++++ Records provided

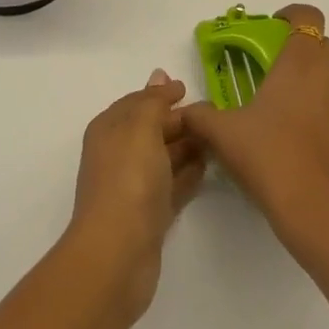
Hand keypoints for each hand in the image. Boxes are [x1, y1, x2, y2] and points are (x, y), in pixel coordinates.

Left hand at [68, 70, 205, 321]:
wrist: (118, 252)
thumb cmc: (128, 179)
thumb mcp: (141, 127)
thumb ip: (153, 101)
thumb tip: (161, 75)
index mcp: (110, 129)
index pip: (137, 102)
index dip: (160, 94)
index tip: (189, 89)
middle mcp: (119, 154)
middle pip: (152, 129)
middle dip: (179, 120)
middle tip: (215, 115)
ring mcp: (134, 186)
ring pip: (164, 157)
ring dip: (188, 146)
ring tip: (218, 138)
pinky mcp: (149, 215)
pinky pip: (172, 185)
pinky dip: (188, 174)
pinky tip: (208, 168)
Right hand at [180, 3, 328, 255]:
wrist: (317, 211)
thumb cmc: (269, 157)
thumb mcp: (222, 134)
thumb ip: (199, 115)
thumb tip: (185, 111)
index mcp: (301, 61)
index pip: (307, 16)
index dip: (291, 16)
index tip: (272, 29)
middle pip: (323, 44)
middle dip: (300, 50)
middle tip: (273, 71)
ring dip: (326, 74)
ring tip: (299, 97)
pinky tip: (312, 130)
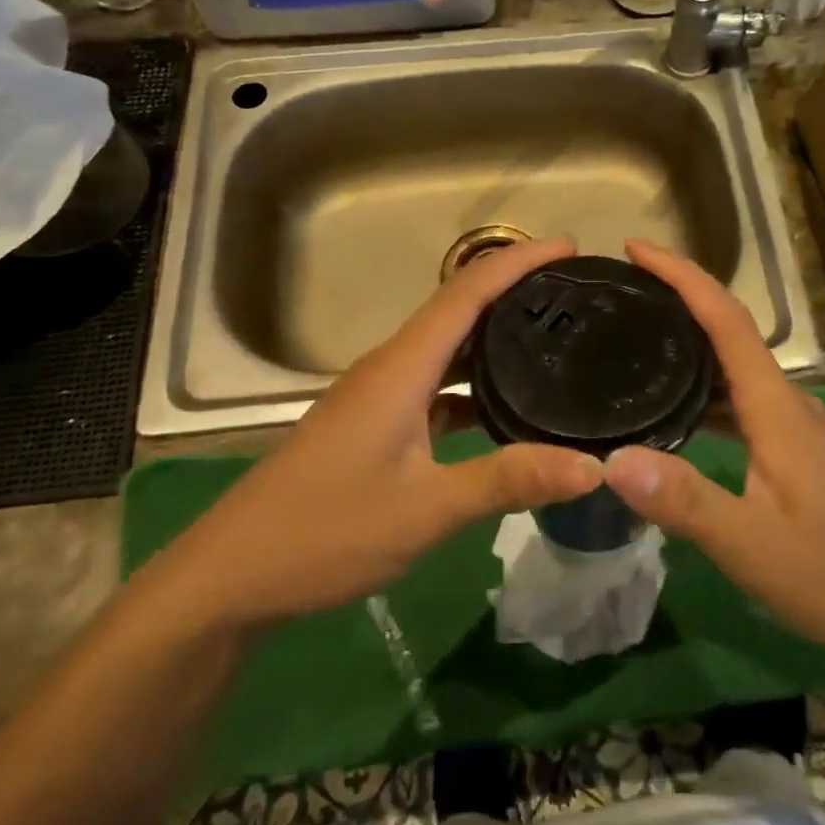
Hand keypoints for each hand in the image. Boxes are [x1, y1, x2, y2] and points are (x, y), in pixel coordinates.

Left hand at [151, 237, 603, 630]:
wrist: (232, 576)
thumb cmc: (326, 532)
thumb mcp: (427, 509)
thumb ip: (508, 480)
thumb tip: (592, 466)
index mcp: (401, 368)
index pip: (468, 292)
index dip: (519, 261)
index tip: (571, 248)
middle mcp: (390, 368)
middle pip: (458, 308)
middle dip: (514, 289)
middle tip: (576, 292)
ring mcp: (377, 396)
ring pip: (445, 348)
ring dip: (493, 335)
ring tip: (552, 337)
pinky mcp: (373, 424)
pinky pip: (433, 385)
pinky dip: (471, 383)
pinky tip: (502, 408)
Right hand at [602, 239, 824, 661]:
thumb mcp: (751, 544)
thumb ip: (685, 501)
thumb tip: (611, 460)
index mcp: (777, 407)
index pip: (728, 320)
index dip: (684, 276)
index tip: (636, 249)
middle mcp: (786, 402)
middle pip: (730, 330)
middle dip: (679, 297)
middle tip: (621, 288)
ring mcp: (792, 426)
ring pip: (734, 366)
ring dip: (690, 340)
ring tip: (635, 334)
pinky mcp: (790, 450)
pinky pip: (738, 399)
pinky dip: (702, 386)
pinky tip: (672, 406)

++++++++
++++ Records provided

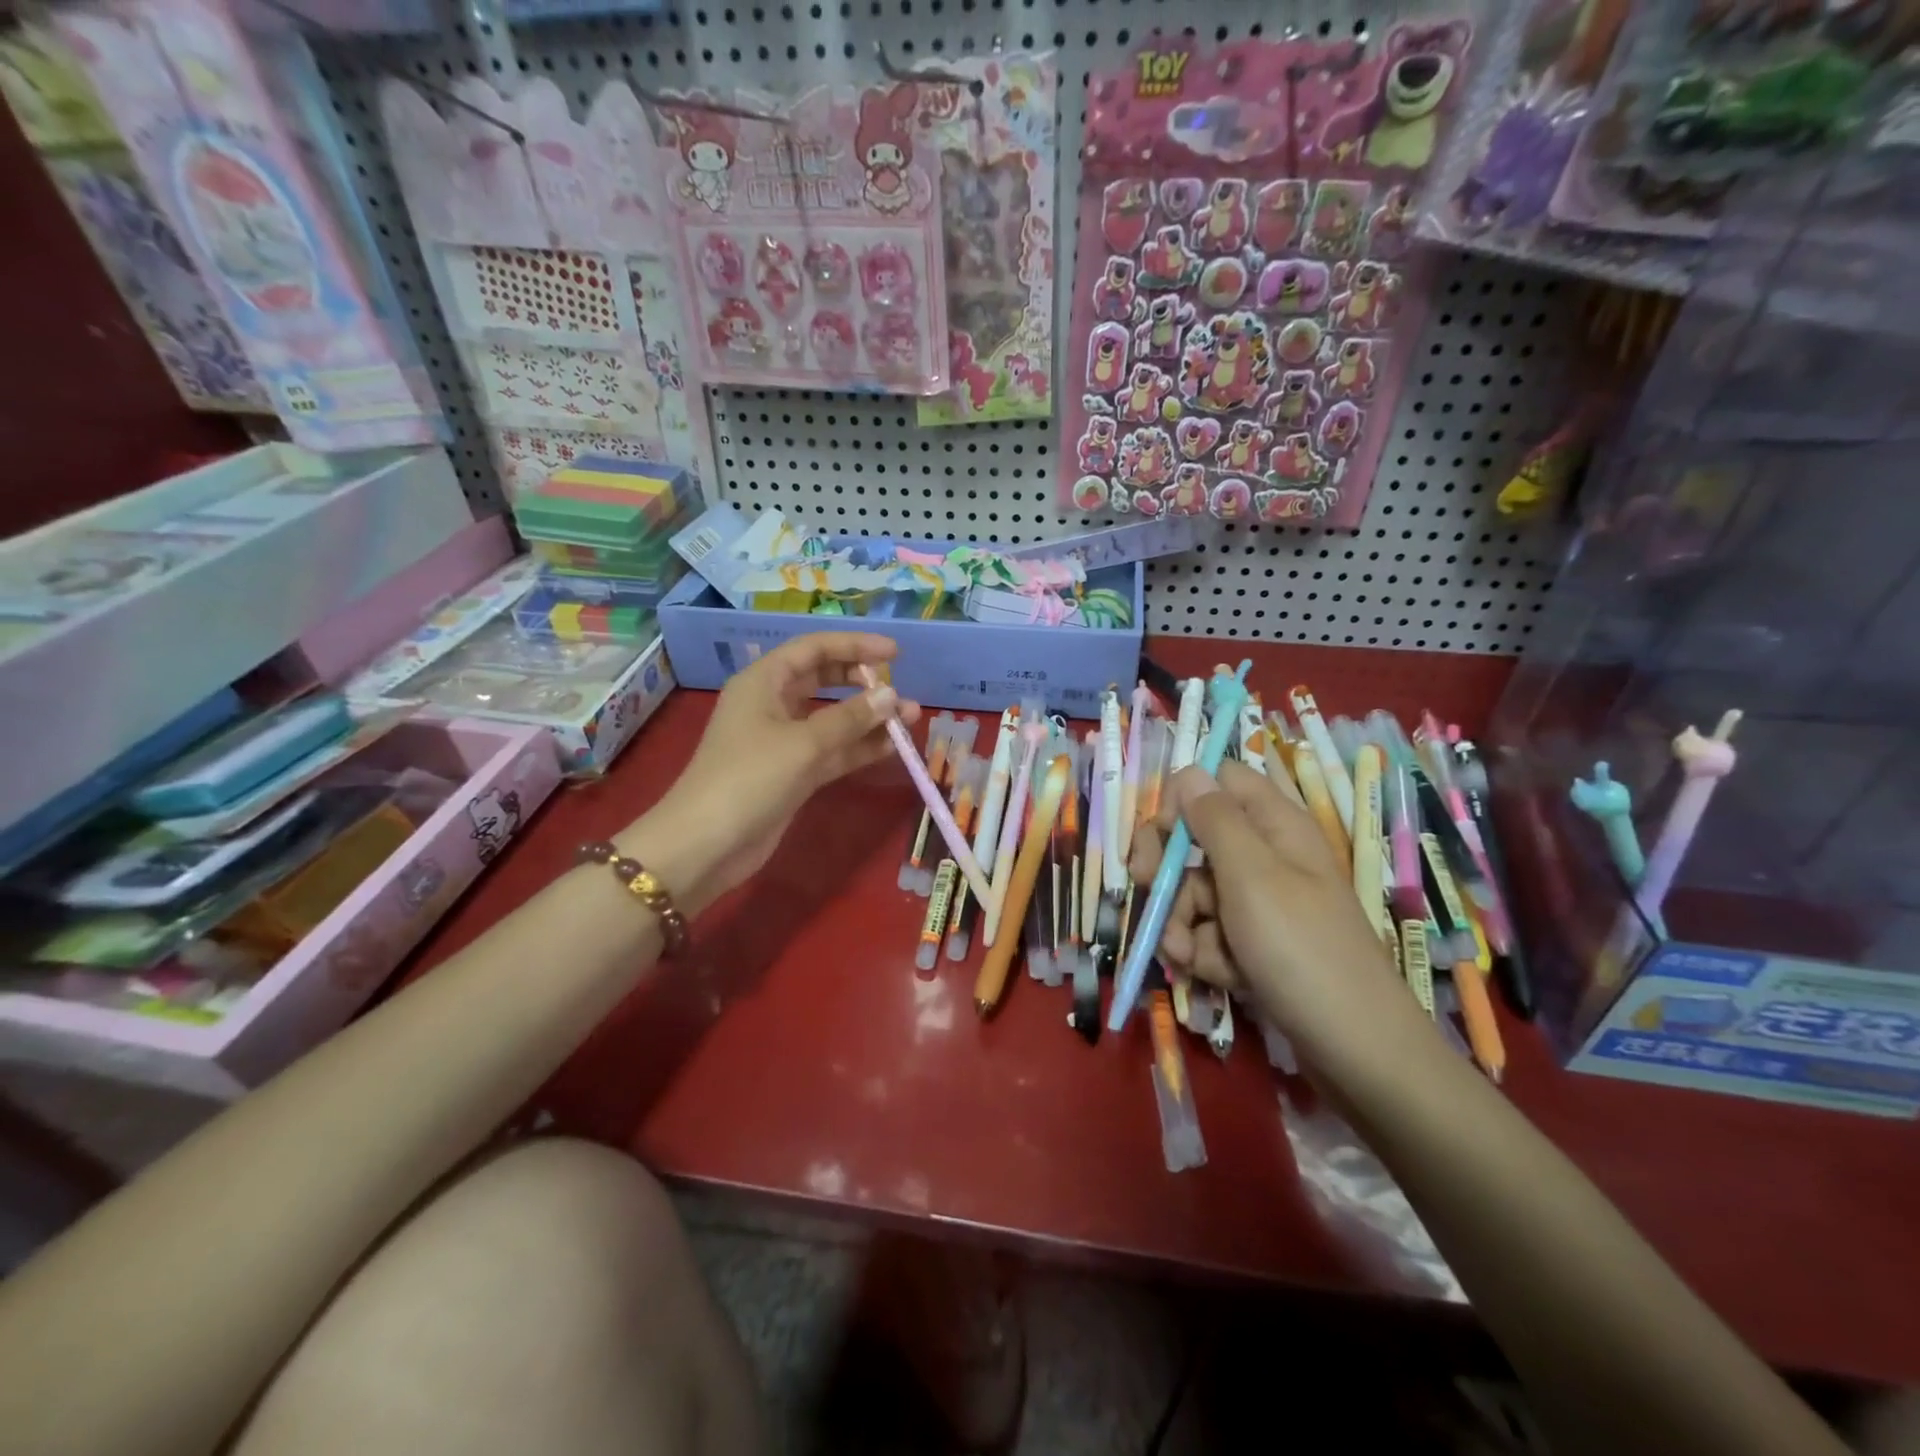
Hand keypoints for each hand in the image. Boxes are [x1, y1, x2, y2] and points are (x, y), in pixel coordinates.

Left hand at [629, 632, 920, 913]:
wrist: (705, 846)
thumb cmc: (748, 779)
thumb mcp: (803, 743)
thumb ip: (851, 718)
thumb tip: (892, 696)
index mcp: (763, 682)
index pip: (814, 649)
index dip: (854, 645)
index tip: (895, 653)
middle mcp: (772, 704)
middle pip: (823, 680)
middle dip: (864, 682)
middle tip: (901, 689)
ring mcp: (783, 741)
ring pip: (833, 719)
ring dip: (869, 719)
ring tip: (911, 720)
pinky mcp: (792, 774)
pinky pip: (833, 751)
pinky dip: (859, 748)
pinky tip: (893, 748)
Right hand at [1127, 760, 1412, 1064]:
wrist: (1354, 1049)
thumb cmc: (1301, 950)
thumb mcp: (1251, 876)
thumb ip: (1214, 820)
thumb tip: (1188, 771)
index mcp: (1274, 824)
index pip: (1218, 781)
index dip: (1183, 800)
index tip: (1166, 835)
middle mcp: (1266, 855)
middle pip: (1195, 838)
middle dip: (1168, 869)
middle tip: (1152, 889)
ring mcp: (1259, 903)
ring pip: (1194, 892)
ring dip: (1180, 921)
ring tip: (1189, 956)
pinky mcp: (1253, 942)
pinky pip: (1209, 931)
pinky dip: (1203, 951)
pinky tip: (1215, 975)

++++++++

What the task asks ->
With the line holding "ring pip: (164, 157)" as the first and the line holding "thumb ip: (199, 115)" as the last, set down that range of the entries above exactly, and nothing else.

Output ->
ring pip: (164, 157)
ring dip: (188, 146)
ring tip: (218, 138)
pinky mcp: (149, 215)
pinky pip: (172, 185)
pinky dip: (188, 174)
pinky tip: (208, 168)
Right hand at [180, 3, 328, 255]:
wrist: (317, 211)
thumb cmc: (269, 157)
thumb mcp: (222, 134)
thumb ip: (199, 115)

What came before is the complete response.